Within videogame theory, narrative may offer a point of comparison with other
representational media, but, when framed within a dichotomy of movement/stasis
can only ever be a platform on which the preferred action and (active)
progression of gameplay is enacted. Ontological narrative, on the other hand,
brackets narrative, not with stasis, or as representational structure, but with
movement. Furthermore, it is the movements of discursive practice, in
which I include the mediations of technology; the movements from the imaginary
to spoken rhetoric; and the movements of interpretation. Although I will return
to ontological narrative in the course of the article, it is important to
introduce it here as both lived practice, and as movement. Furthermore it is
the relocation of gaming away from a technologically determined account and
into the home which makes ontologicality a priority. Gaming relations and
narratives are very much the lived relations of the everyday. Indeed what
becomes apparent from this article is that once the technology is decentred,
gaming becomes one element in a long line of power relations and mediations
which constitute everyday practice. They are the 'banal' (Morris 1990:16) narratives
of quotidian existences. Although this is not to undermine or negate the
'technicity' of the technology (which has however been sidelined in this
article), it is to suggest initially that the everyday is precisely where gaming is, and has always been, located for these gamers.
The remainder of the article is divided into two sections. The first section
focuses on the memories gamers narrate around early mediations of gaming
technologies and they highlight the longevity of gaming for gamers. They also
highlight that, despite any 'newness' of the technology either in terms of
present gaming consoles or past innovations, the ways of narrating them are not
new. The second section focuses on the recordings I made of gameplay. Here, I
argue that the politics of performance which are storied through the narratives
of past gaming experiences are also 'played out' during gameplay. Furthermore,
gaming is an active and ongoing interpretation of not only the technology, but
the material, discursive and symbolic elements of gameplay. Indeed, the
relations that constitute and 'produce' gameplay (which are also bound up in
subjective memory, history and identity) are also those which constitute and
produce the everyday social routines in a domestic setting: the technology
and the social are intrinsically enmeshed.
Finally, the extracts below are not meant as finite indicators of gamers'
opinions and pleasures. They are examples of key moments of negotiation and are
quoted here because they best represent the wider trends of all the households.

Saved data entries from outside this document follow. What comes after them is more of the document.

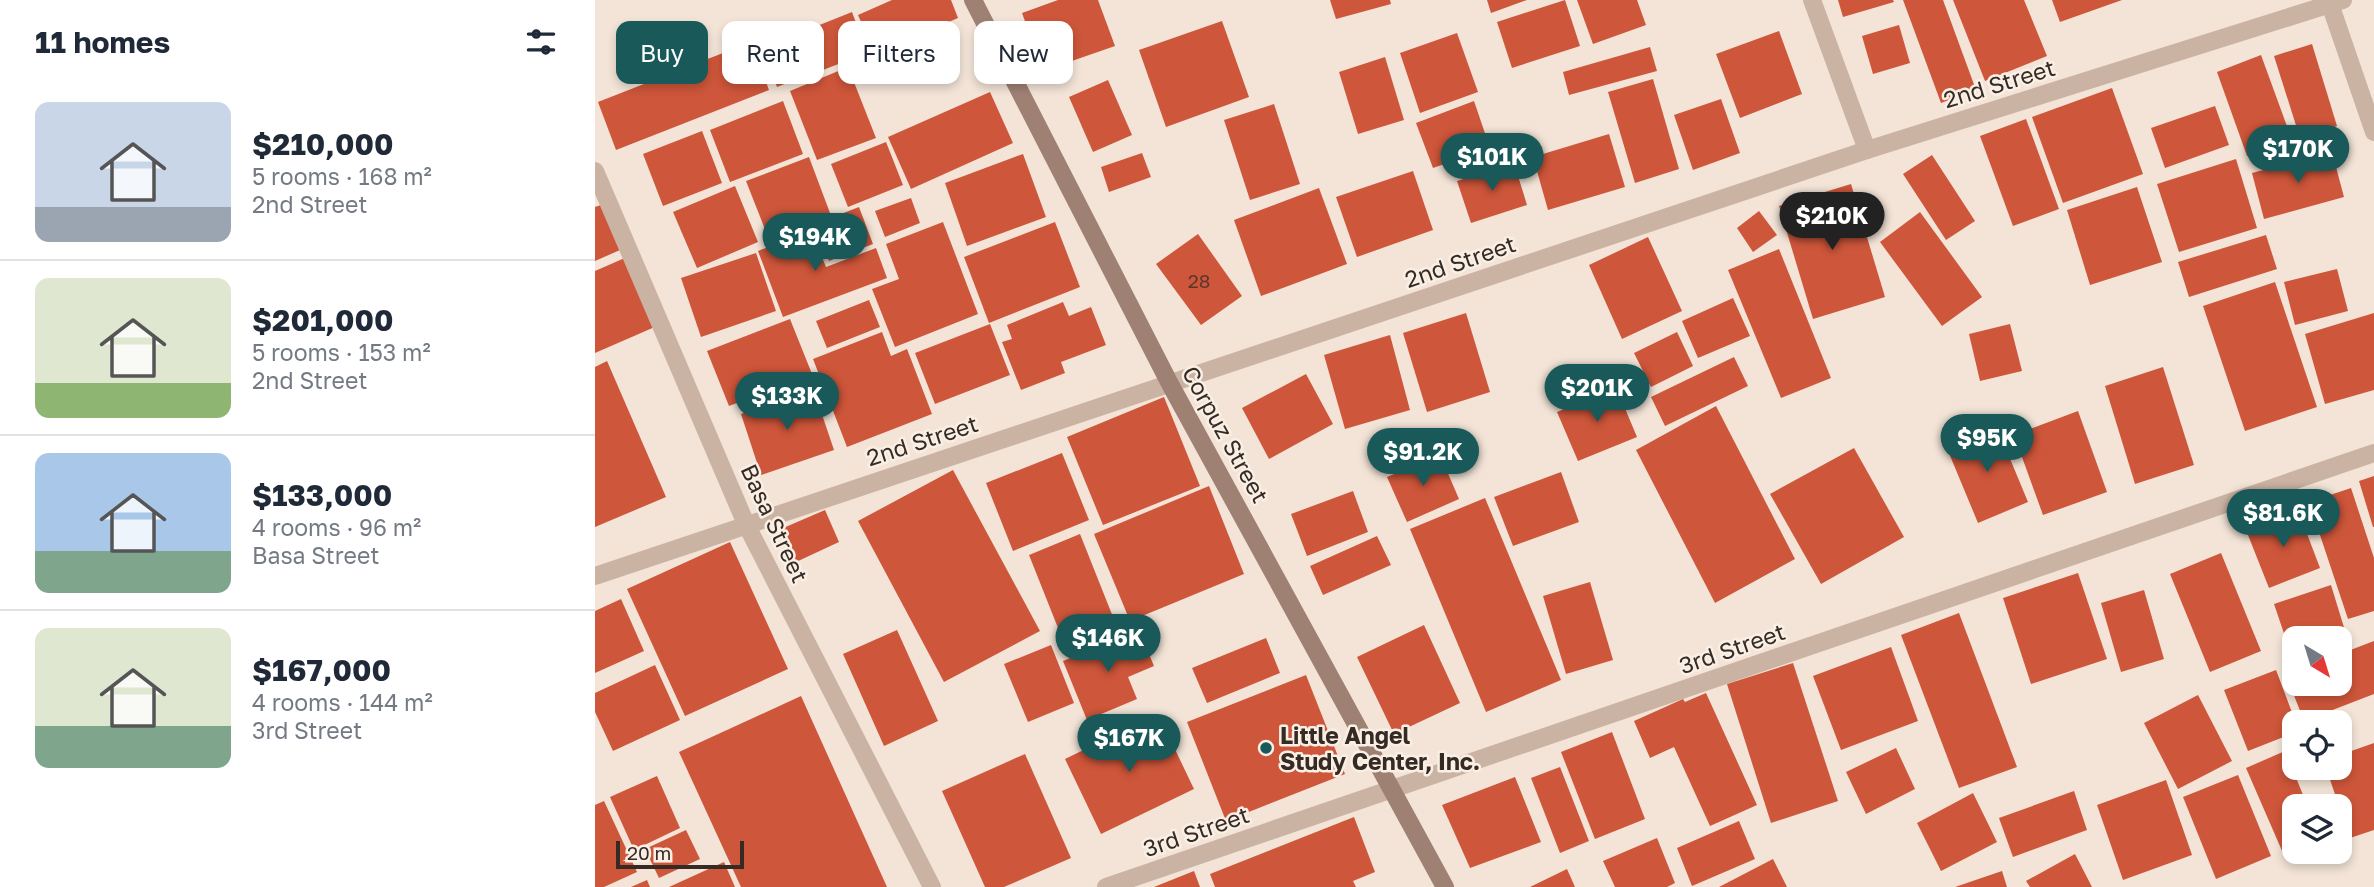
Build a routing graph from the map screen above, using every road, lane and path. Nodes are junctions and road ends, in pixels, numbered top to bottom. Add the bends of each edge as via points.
1 (973, 0) edge
2 (1812, 0) edge
3 (2336, 2) edge
4 (2374, 132) edge
5 (1867, 150) junction
6 (595, 171) edge
7 (1170, 384) junction
8 (2374, 453) edge
9 (746, 524) junction
10 (595, 576) edge
11 (1393, 790) junction
12 (932, 887) edge
13 (1106, 887) edge
14 (1445, 887) edge

1 - 7 street, Corpuz Street
2 - 5 street
3 - 4 street
3 - 5 street, 2nd Street
5 - 7 street, 2nd Street
6 - 9 street, Basa Street
7 - 9 street, 2nd Street
7 - 11 street, Corpuz Street
8 - 11 street, 3rd Street
9 - 10 street, 2nd Street
9 - 12 street, Basa Street
11 - 13 street, 3rd Street
11 - 14 street, Corpuz Street

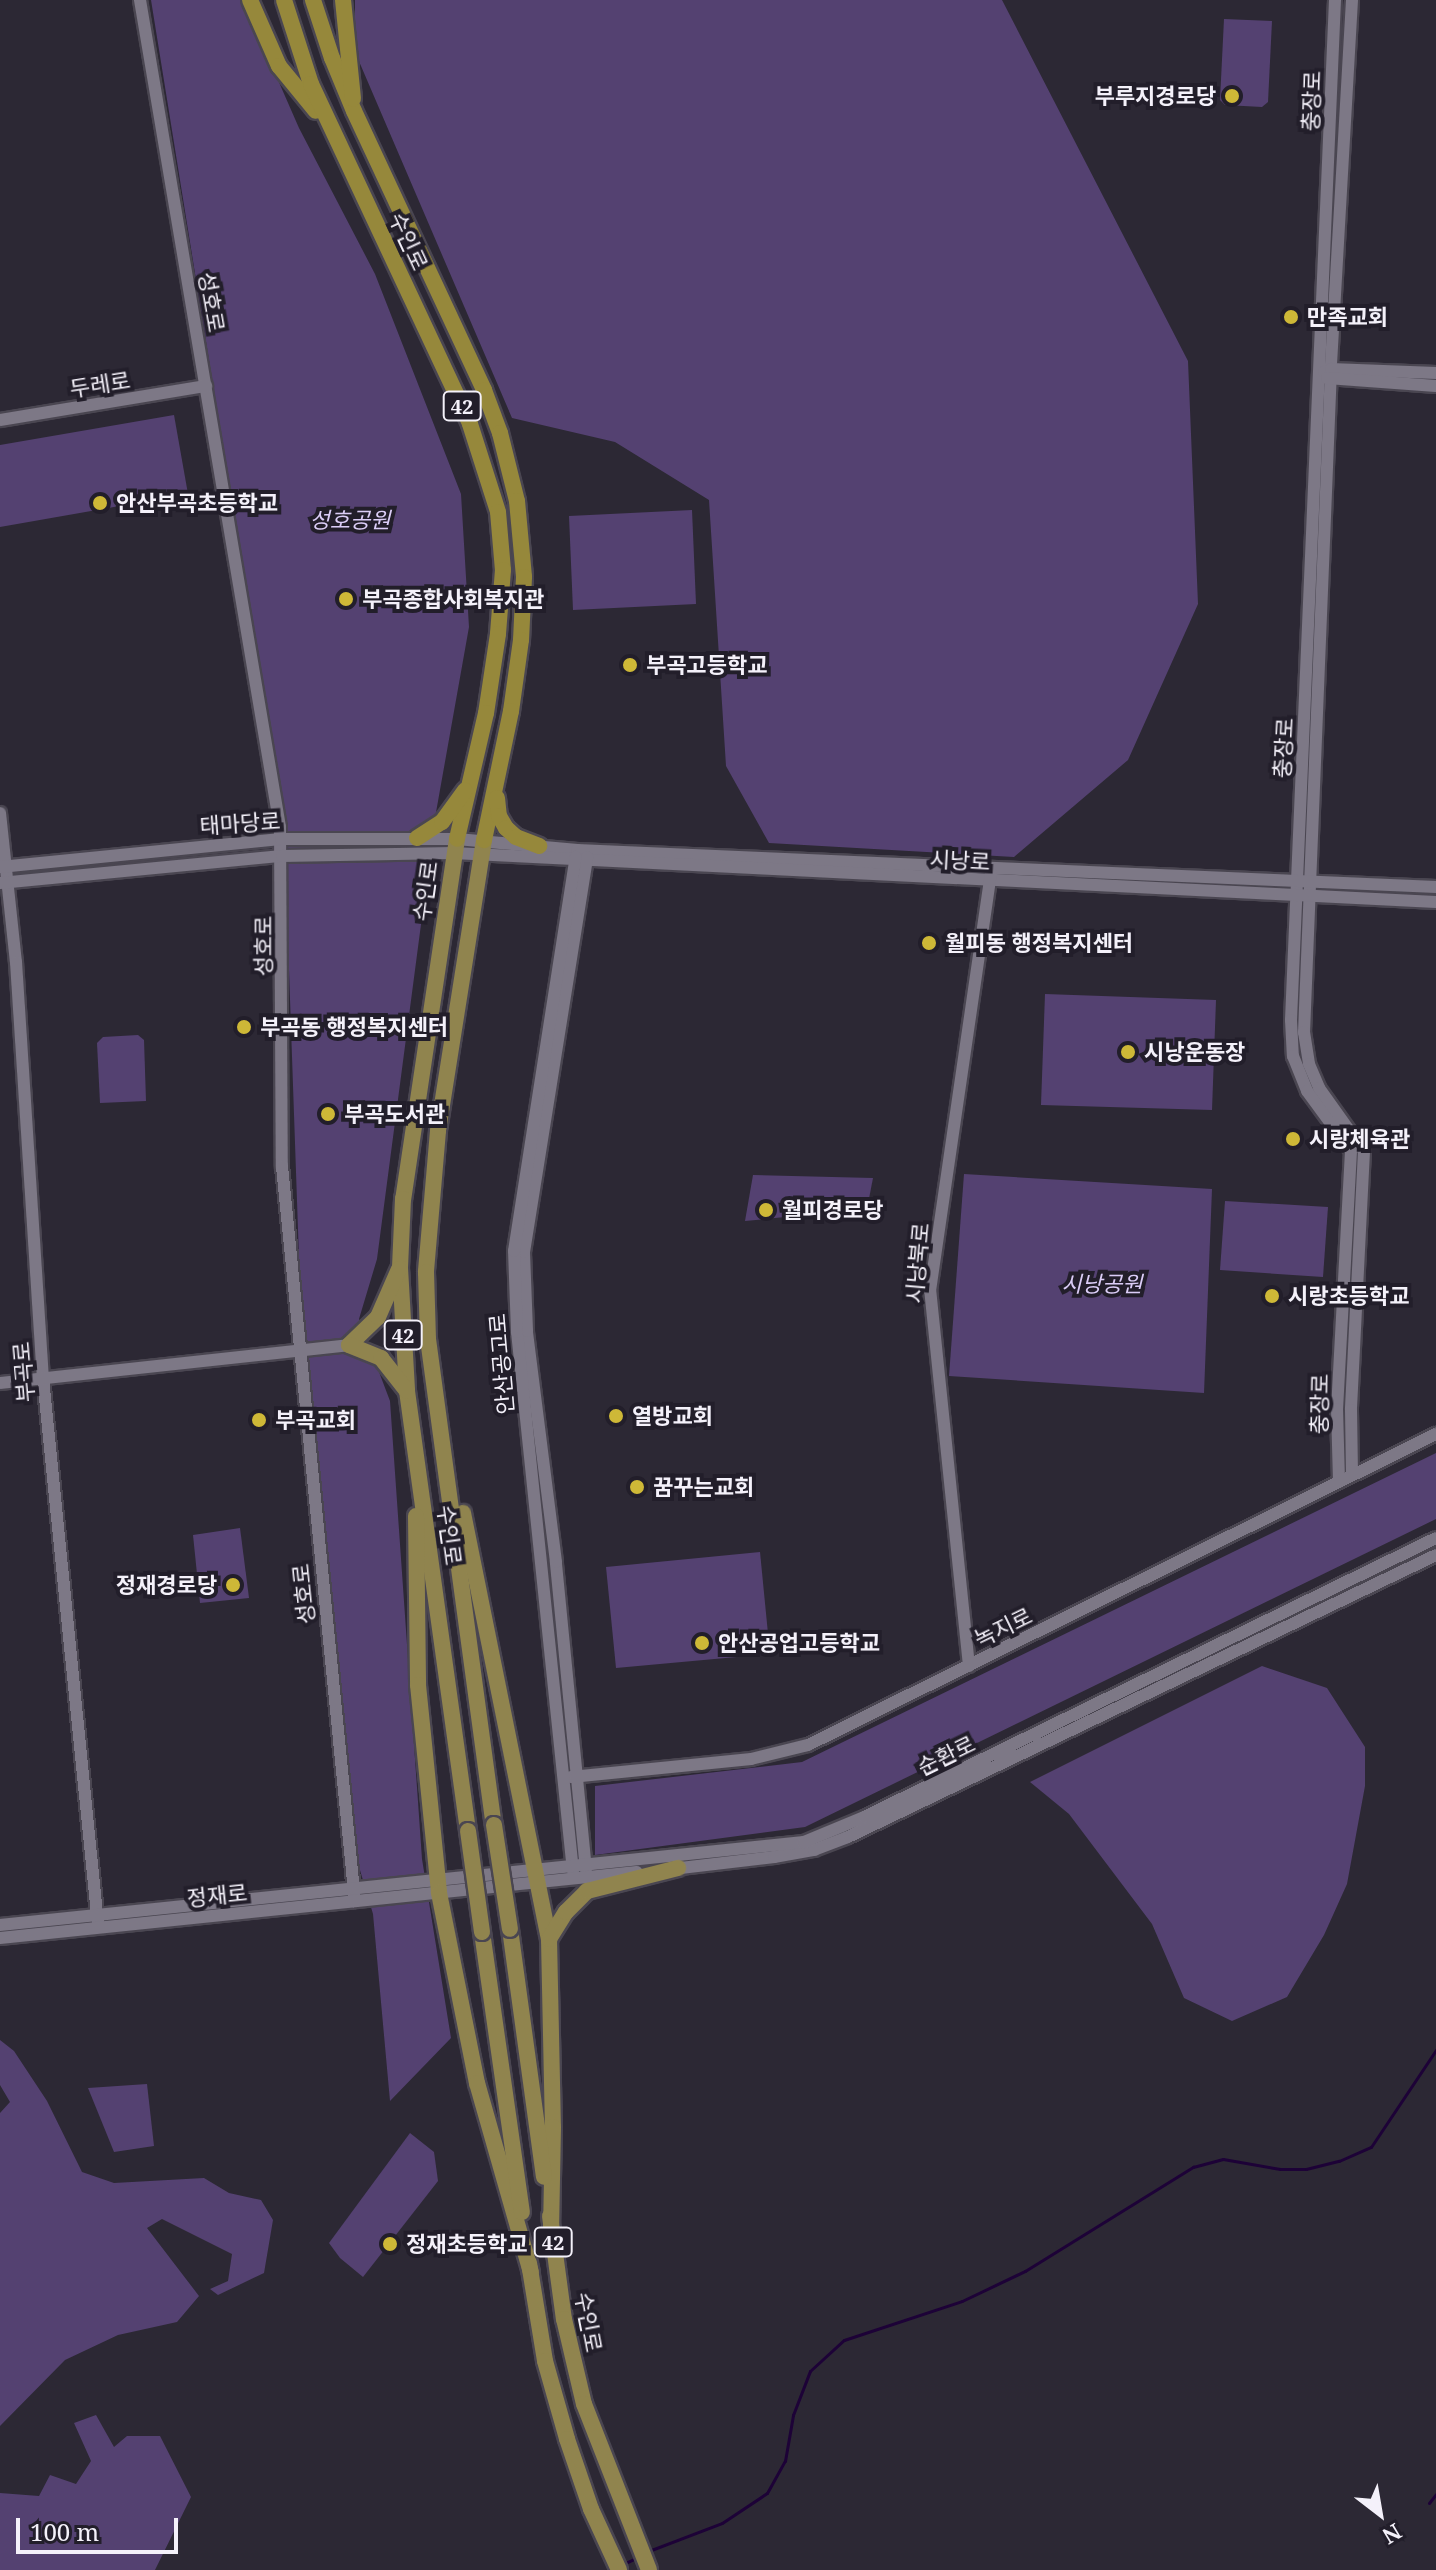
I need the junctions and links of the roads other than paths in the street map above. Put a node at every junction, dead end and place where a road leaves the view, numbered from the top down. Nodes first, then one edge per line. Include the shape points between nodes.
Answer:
1 (140, 0) edge
2 (250, 0) edge
3 (284, 0) edge
4 (313, 0) edge
5 (343, 0) edge
6 (1335, 0) edge
7 (1352, 0) edge
8 (354, 111) junction
9 (332, 130) junction
10 (1436, 373) edge
11 (1328, 374) junction
12 (206, 386) junction
13 (1436, 386) edge
14 (0, 420) edge
15 (471, 783) junction
16 (496, 783) junction
17 (0, 813) edge
18 (417, 838) junction
19 (281, 839) junction
20 (455, 846) junction
21 (539, 846) junction
22 (483, 847) junction
23 (282, 856) junction
24 (581, 856) junction
25 (3, 866) edge
26 (992, 866) junction
27 (990, 881) junction
28 (5, 882) edge
29 (1436, 887) edge
30 (1296, 888) junction
31 (1312, 889) junction
32 (1436, 902) edge
33 (400, 1268) junction
34 (349, 1345) junction
35 (298, 1352) junction
36 (43, 1378) junction
37 (0, 1383) edge
38 (407, 1391) junction
39 (440, 1405) junction
40 (1436, 1434) edge
41 (416, 1446) junction
42 (1352, 1475) junction
43 (1339, 1482) junction
44 (1436, 1538) edge
45 (1436, 1555) edge
46 (969, 1666) junction
47 (570, 1777) junction
48 (678, 1868) junction
49 (579, 1871) junction
50 (537, 1875) junction
51 (438, 1886) junction
52 (355, 1895) junction
53 (98, 1922) junction
54 (0, 1925) edge
55 (0, 1938) edge
56 (549, 1939) junction
57 (551, 2227) junction
58 (531, 2272) junction
59 (616, 2564) edge
60 (649, 2570) edge

1 - 12 street, 성호로
2 - 9 highway via 279,66
3 - 9 highway, 수인로 / 42 via 293,38
4 - 8 highway, 수인로 / 42
5 - 8 highway
6 - 11 street, 충장로
7 - 11 street, 충장로
8 - 16 highway, 수인로 / 42 via 484,390 517,501 524,577 521,640
9 - 15 highway, 수인로 / 42 via 470,424 498,512 503,570 498,634
10 - 11 street
11 - 13 street
11 - 30 street, 충장로
11 - 31 street, 충장로
12 - 14 street, 두레로
12 - 19 street, 성호로
15 - 18 highway via 442,822
15 - 20 highway, 수인로 / 42
16 - 21 highway via 502,823 516,837
16 - 22 highway, 수인로 / 42
17 - 25 street, 부곡로
18 - 19 street, 태마당로
18 - 20 street, 태마당로
19 - 23 street, 성호로
19 - 25 street, 태마당로
20 - 22 street, 태마당로
20 - 23 street, 태마당로
20 - 33 main road, 수인로 / 42 via 403,1199
21 - 22 street, 시낭로
21 - 24 street, 시낭로
22 - 24 street, 시낭로
22 - 39 main road, 수인로 / 42 via 430,1190 428,1339
23 - 28 street, 태마당로
23 - 35 street, 성호로 via 282,1166
24 - 26 street, 시낭로
24 - 27 street, 시낭로
24 - 47 street, 안산공고로 via 524,1252
25 - 28 street, 부곡로
26 - 27 street, 시낭북로
26 - 30 street, 시낭로
27 - 30 street, 시낭로
27 - 46 street, 시낭북로 via 930,1291
28 - 36 street, 부곡로
29 - 31 street, 시낭로
30 - 31 street, 시낭로
30 - 43 street, 충장로 via 1293,1056 1307,1091 1351,1151 1337,1409
31 - 32 street, 시낭로
31 - 42 street, 충장로 via 1304,1032 1309,1064 1319,1088 1364,1151
33 - 34 main road via 378,1317
33 - 38 main road, 수인로 / 42
34 - 35 street
34 - 38 main road via 381,1358
35 - 36 street
35 - 52 street, 성호로
36 - 37 street
36 - 53 street, 부곡로
38 - 41 main road, 수인로 / 42
39 - 50 main road
39 - 57 main road, 수인로 / 42, bridge
40 - 42 street, 녹지로
41 - 51 main road via 418,1685
41 - 58 main road, 수인로 / 42, bridge
42 - 43 street, 녹지로
43 - 46 street, 녹지로
44 - 49 street, 순환로 via 832,1832 804,1842
45 - 48 street, 순환로 via 848,1837 787,1855
46 - 47 street, 녹지로 via 782,1754
47 - 49 street, 안산공고로
48 - 49 street, 순환로
48 - 56 main road via 587,1891
49 - 50 street, 순환로
50 - 51 street, 순환로
50 - 56 main road
51 - 52 street, 정재로
51 - 58 main road via 477,2083
52 - 53 street, 정재로
53 - 54 street, 정재로
53 - 55 street, 정재로
56 - 57 main road
57 - 60 main road, 수인로 / 42 via 564,2319 584,2404
58 - 59 main road, 42 via 545,2361 567,2439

They are used as a springboard for the wider theoretical and political aim of
the article which is to situate gaming into the domestic context and think
through what is going on in these instances. Although gaming in the home
encompasses far more than can be represented here (I do not discuss computer
games, nor do I offer a reading of the games played, or an understanding of the
technological elements of gaming), this article is meant as an addition to
current writings on the videogame. It emphasises what can be achieved when the
technology is 'decentred'.
Gaming memories
As suggested above, the early gaming experiences gamers narrate work to
position both the game and the culture of gaming as an intrinsic, and
intrinsically social, aspect of their past. Furthermore, the act of narrating
past gaming experiences highlight much more than past memories of gaming. They
articulate present day power relations and identity signifiers which also shape
the narrative:
Sara: well I had a Game Gear, coz I used to go round to one of my friends
houses, and she had a Game Gear, and we used to have, she used to have all
these really girly parties and everyone would go round and do makeup and put
cucumber slices on their eyes and stuff. I didn't really know what was going on
so I used to sit in the corner with my Game Gear and play that
Helen: [laughs] so you're saying [7]
Sara: and then I got one for Christmas, and we used to go round the neighbours
house every Christmas day so I could take that around and play that
Helen: so, any social occasion
Sara: exactly
Helen: you'd be in the corner with your Game Gear
Simon: it would be an escape route
Sara: yeah any social awkwardness overcome through the Game Gear (household 1)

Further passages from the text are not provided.